Multiplication of scalars by vectors is multiplication in $R$.
The vector space axioms follow from the axioms of the field
$S$ and the ring $R$.
\item Suppose that $K$ is a subfield of $L$ which in turn
is a subfield of $M$.  Let the finite sequence $(a_i)$
($1 \leq i \leq m$) be a $K$-basis of $L$ (i.e. an ordered
basis of $L$ regarded as a vector space over $K$).
Let the finite sequence $(b_j)$
($1 \leq j \leq n$) be an $L$-basis of $M$.
Show that the $mn$ quantities $a_ib_j$
form a $K$-basis of $M.$
Deduce that
\[ \hbox{dim}_K M = \hbox{dim}_K  L \ \cdot \ \hbox{dim}_L M.\]
\noindent{\bf Solution} First we address spanning: suppose that
$x \in M$. Thus there are scalars $\mu_j \in L$ such that
$x = \sum_j \mu_j b_j$. Now each $\mu_j$ is in $L$ so there
are scalars $\lambda_{ij} \in K$ such that $\mu_j = \sum_{i}
\lambda_{ij}a_i$.
Putting these facts together we obtain that
$x = \sum_{i,j} \lambda_{ij}a_ib_j$ and spanning is established.

Next we address linear independence. Suppose that there are\noindent{\bf
Solution}
$mn$ scalars $\theta_{ij} \in K$ such that $\sum_{ij}\theta_{ij}a_ib_j =
0$.
Now this forces \[ \sum_j \left( \sum_i \theta_{ij}a_i\right) b_j.\]

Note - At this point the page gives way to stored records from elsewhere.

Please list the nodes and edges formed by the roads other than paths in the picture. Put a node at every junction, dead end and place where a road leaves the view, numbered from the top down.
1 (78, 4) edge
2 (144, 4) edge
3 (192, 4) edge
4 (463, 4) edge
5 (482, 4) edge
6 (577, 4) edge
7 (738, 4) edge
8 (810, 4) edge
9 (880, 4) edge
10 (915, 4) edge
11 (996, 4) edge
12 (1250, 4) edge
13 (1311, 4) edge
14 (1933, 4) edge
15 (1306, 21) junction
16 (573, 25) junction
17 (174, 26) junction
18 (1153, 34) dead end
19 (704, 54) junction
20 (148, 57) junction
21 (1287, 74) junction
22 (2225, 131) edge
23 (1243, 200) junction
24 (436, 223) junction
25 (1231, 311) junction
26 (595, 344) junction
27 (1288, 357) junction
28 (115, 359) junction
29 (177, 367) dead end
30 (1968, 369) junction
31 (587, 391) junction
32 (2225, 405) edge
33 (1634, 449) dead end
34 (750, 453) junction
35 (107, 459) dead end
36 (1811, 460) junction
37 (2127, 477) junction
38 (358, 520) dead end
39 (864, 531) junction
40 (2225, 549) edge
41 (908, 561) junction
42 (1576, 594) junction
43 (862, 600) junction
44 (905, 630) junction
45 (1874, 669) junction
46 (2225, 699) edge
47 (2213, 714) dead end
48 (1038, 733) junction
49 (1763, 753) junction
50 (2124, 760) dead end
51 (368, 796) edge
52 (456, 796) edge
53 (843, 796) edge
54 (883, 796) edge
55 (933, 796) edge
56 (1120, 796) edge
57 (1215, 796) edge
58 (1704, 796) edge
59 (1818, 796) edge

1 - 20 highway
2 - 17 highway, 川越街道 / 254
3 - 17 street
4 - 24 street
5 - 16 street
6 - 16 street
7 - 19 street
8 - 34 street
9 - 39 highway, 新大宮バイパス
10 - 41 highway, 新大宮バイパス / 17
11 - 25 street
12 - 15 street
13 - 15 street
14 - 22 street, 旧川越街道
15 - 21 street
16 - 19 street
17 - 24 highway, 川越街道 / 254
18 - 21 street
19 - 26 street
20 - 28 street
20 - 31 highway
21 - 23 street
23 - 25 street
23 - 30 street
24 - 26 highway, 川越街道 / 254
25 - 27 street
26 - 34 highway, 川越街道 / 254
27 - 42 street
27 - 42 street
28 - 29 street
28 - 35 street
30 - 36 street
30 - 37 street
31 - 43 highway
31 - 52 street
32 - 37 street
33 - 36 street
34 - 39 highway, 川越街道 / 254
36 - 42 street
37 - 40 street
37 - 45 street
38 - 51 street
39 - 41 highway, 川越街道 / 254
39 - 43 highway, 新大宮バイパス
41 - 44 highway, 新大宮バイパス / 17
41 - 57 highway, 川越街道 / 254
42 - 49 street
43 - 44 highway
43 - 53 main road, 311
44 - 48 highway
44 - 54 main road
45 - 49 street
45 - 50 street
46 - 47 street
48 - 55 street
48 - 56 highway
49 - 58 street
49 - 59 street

The quantities $b_j$ are linearly independent over $L$ and so
$\sum_i \theta_{ij}a_i = 0$ for each $j$. However, the quantities
$a_i$ are linearly independent over $K$ and so for each $i$ and for each

$j$ we have $\theta_{ij} = 0$. Linear independence
is established.
\item What are the following?
\begin{enumerate}
\item $\hbox{dim}_{\mathbb R} {\mathbb R}?$\newline
\noindent{\bf Solution} 1.
\item $\hbox{dim}_{\mathbb C} {\mathbb C}?$\newline
\noindent{\bf Solution} 1.
\item $\hbox{dim}_{\mathbb R} {\mathbb C}?$\newline
\noindent{\bf Solution} 2.
\item $\hbox{dim}_{\mathbb Q} {\mathbb Q}?$\newline
\noindent{\bf Solution} 1.
\item $\hbox{dim}_{\mathbb Q} {\mathbb R}?$\newline
\noindent{\bf Solution} infinity. More specifically, the cardinality of
$\mathbb R$ (often called $c$, the ``cardinality of the continuum'').

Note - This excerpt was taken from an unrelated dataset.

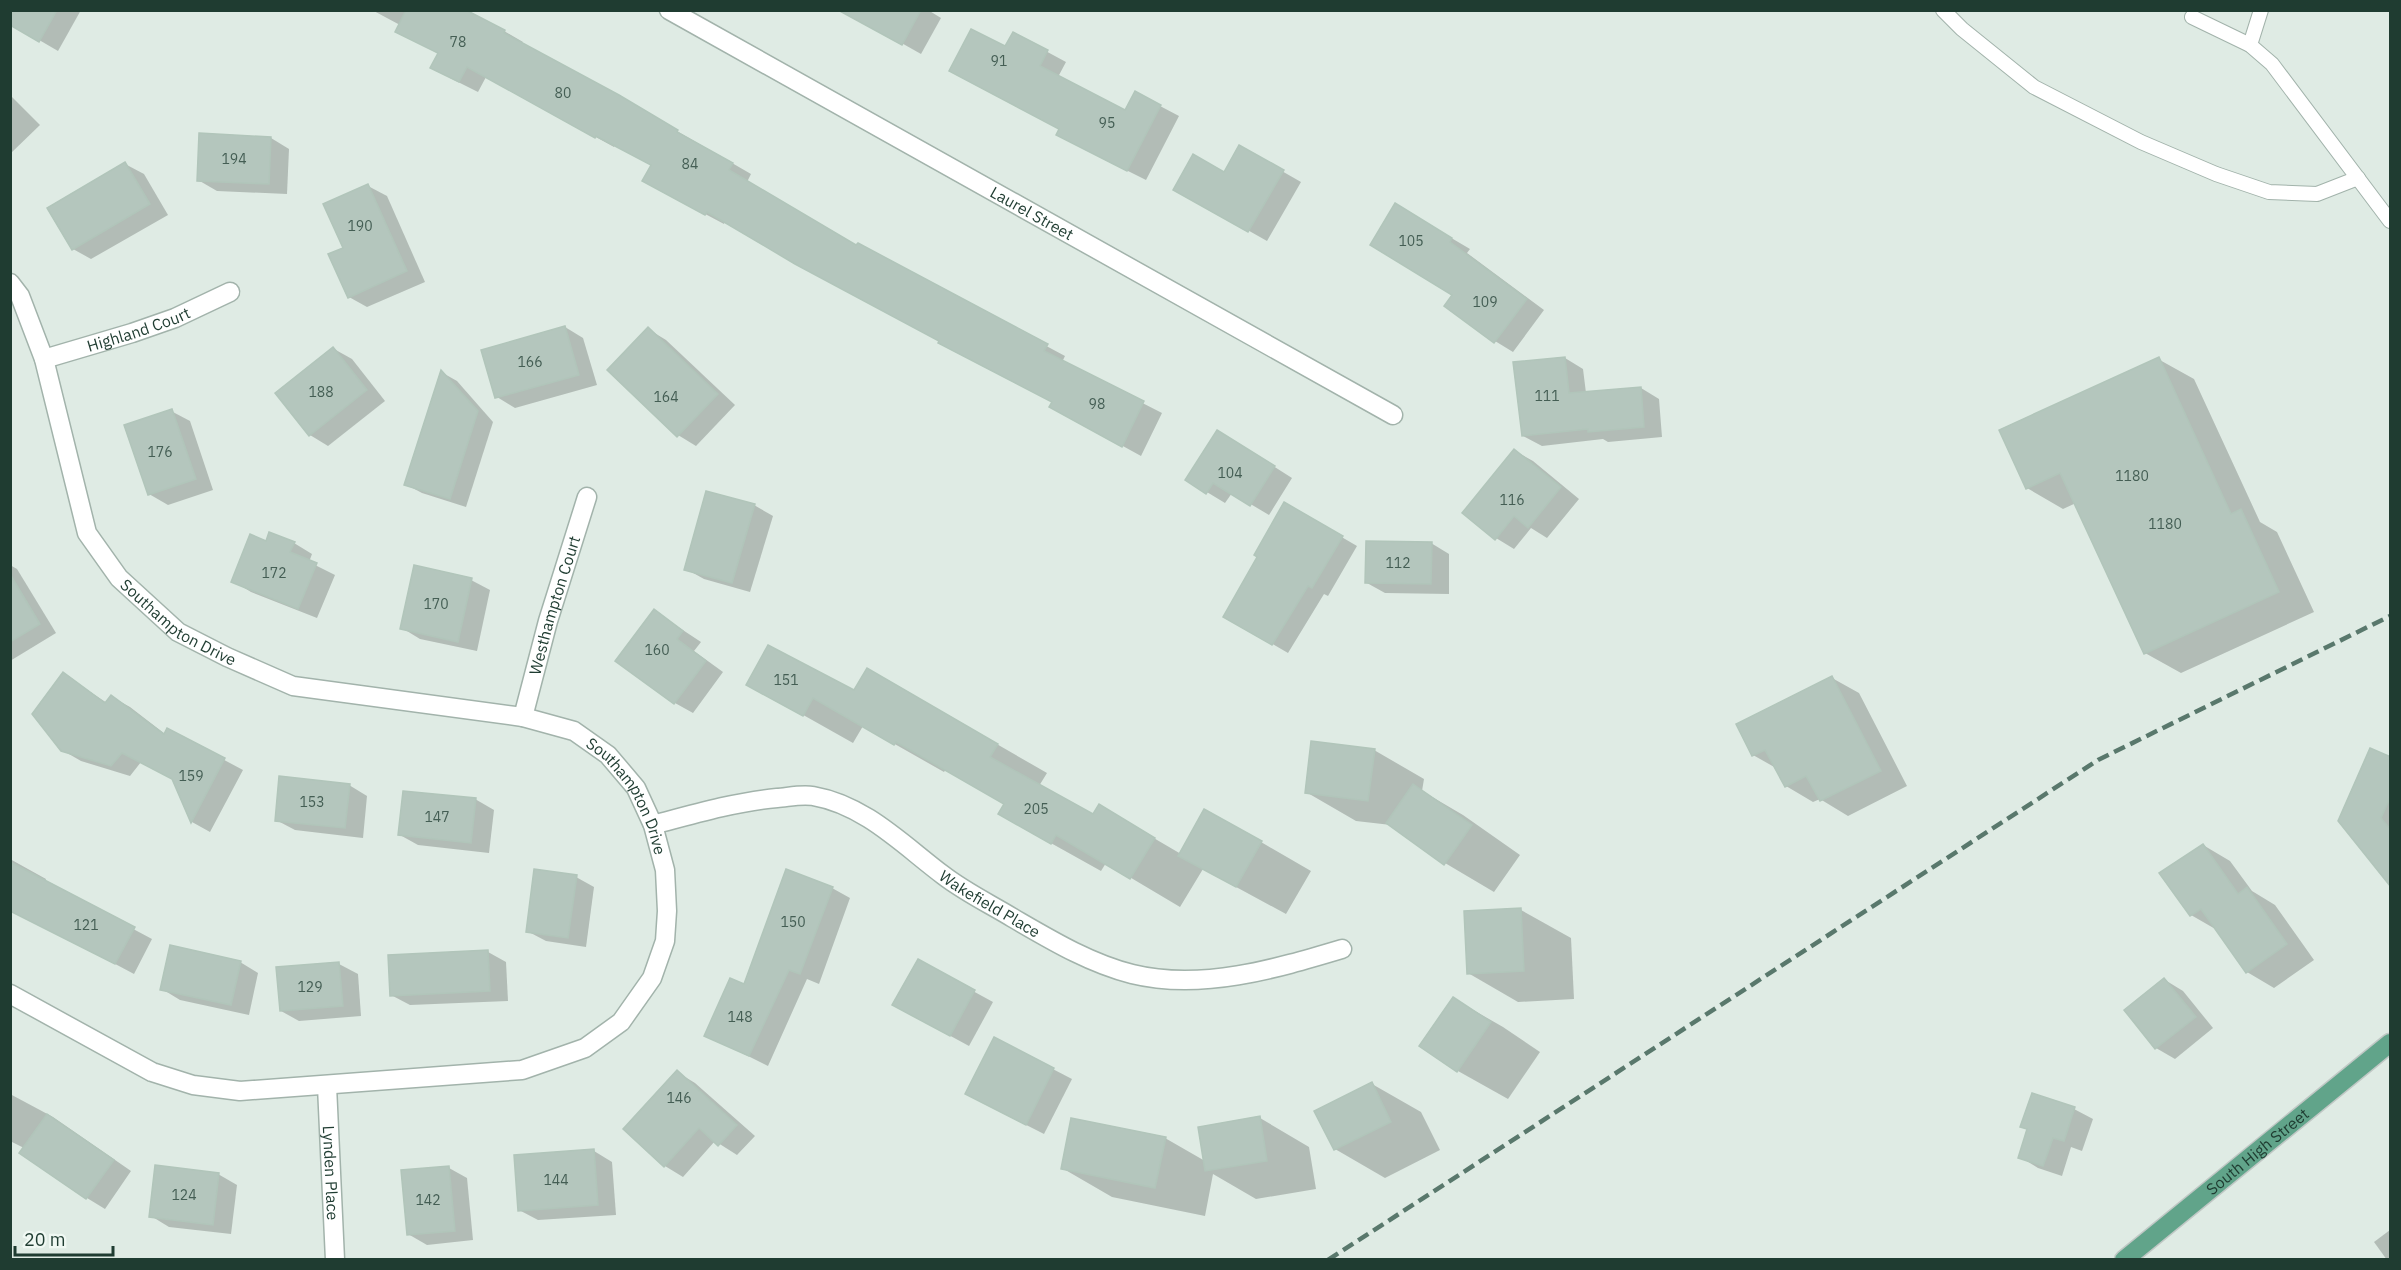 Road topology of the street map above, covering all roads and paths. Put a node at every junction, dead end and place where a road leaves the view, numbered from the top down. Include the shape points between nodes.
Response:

\item $\hbox{dim}_{\mathbb Q} {\mathbb C}?$\newline
\noindent{\bf Solution} $c$.
\end{enumerate}

\item Let $K$ be the subset of $\mathbb R$ consisting
of numbers of the form $a + b \sqrt 2$ where $a, b \in \mathbb Q$.
\begin{enumerate}
\item Prove that $K$ is a subfield of $\mathbb R$.
{\it Feel free to skip the obvious parts; the interesting
aspect of this problem is to show that a non-zero element
of $K$ has a multiplicative inverse in $K$.}\newline
\noindent{\bf Solution} Suppose that $a, b \in \mathbb Q$
and $z = a + b \sqrt 2$. We define $\bar z = a - b \sqrt 2 \in K$.
Now $z \bar z = a^2 - 2b^2$. Notice that $a^2 - 2b^2 = 0$ if and
only if both $a$ and $b$ are $0$ since $\sqrt 2$ is an irrational
number. Thus if $z \not = 0$ then $z \bar z$ is a non-zero rational.
Let $z' = \bar z /z \bar z \in K$, then $zz' = 1$ and so any
non-zero
element of $K$ is invertible.
\item Calculate $\hbox{dim}_{\mathbb Q} K$.\newline
\noindent{\bf Solution} $1$ does not span $K$ as a $\mathbb Q$
so $K$ has $\mathbb Q$-dimension bigger than $1$.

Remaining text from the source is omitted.